Does The Gender of Angels Matter?

Take at sunrise on the Hill of Tara St Patrick’s day 2016. A sun angel

My lovely young youth group and I were looking at Angels in the Bible the other Sunday evening and wondering about what gender they were or if they were any gender at all.

The story of when the angels visit Lot in Sodom and Gomorrah, which is often used as one of the key stories to condemn homosexuality doesn’t make sense when looked at regarding gender. So the angels turn up, the men of the town want to have sex with them, Lot is says No but then offers his daughters. Now surely if these men of the town were homosexual being offered women wouldn’t quite hit the mark for them. So I wondered if this story was being used out of context, like too often happens???

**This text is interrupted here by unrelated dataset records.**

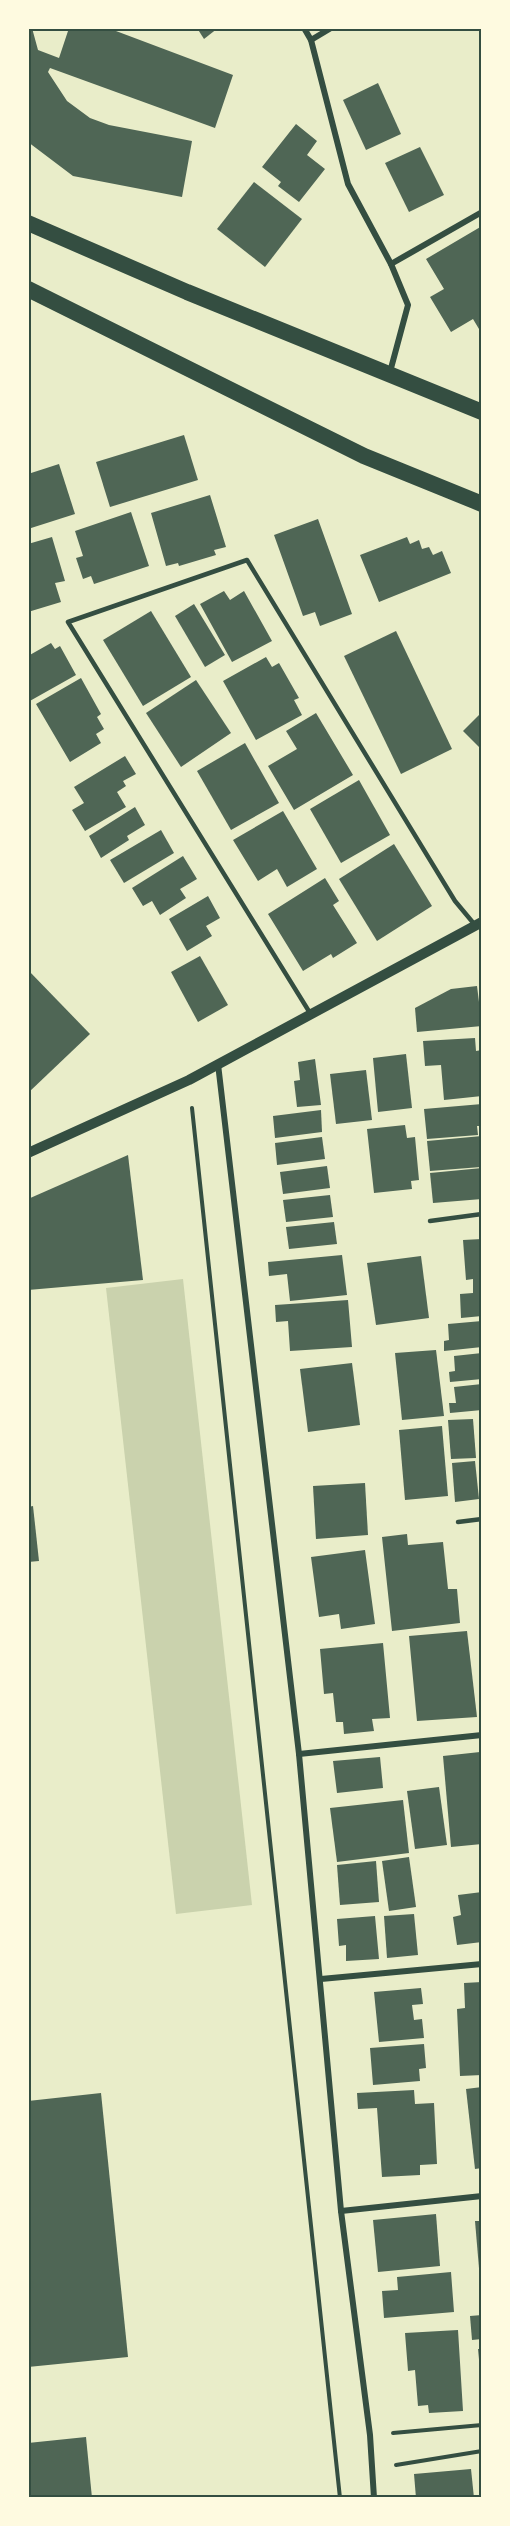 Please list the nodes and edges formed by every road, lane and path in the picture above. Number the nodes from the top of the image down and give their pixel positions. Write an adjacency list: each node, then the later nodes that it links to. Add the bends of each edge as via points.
1 (304, 28): 3 (street)
2 (331, 28): 3 (street)
3 (311, 40): 6 (street, via 348,184)
4 (482, 212): 6 (street)
5 (28, 223): 8 (highway)
6 (391, 264): 8 (street, via 408,305)
7 (28, 289): 10 (highway, via 364,456)
8 (389, 376): 9 (highway)
9 (482, 412)
10 (482, 504)
11 (480, 927): 12 (street); 12 (lane, via 455,901 247,561 68,622)
12 (311, 1016): 13 (street)
13 (218, 1065): 14 (street); 21 (street)
14 (189, 1080): 15 (street); 30 (path)
15 (28, 1153)
16 (482, 1214): 17 (lane)
17 (430, 1221)
18 (482, 1519): 19 (lane)
19 (458, 1522)
20 (482, 1735): 21 (street)
21 (299, 1754): 23 (street)
22 (482, 1964): 23 (street)
23 (321, 1979): 25 (street)
24 (482, 2196): 25 (street)
25 (341, 2211): 27 (street)
26 (482, 2425): 27 (path)
27 (370, 2435): 29 (street)
28 (482, 2451): 29 (path)
29 (371, 2469): 31 (street)
30 (340, 2498)
31 (374, 2498)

The vicar who supports me with this youth group said that he thought that the original languages didn’t have genders and that these came in with Latin translations. But he couldn’t remember for sure.

The two things that struck me were that

One we are now obsessed with gender with there being numerous different gender types that people can identify with. Is this a throw back to things like this? Things like when it was important for spiritual beings like Angels and God to be defined by a gender, by a certain sex?

Two that biblical angels were powerful, strong, mighty warriors, faithful messengers, obedient. All traits that are often associated with men. Not so long back women were seen as weak, easily manipulated, unfaithful, disobedient, needing protection.

So I do wonder if those in the Church who wanted power made sure that all the traits to aspire to were “male”, so both Angels and God had to be male. Also I do wonder if our obsession with the myriad of different genders is because we are searching to get back to that place where people were people and gender didn’t matter, but because there is such a strong emphasis on the male/female divide that for now there has to be these other things to identify with.

Imagine if we didn’t care about gender, if we just let people be as they are – strong/weak, faithful/unfaithful, able to protect/needing protection, etc etc. What would it be like if no one worried if you were male, female, trans, queer, asexual, and more? I wonder if we could all live much more at peace with ourselves then too.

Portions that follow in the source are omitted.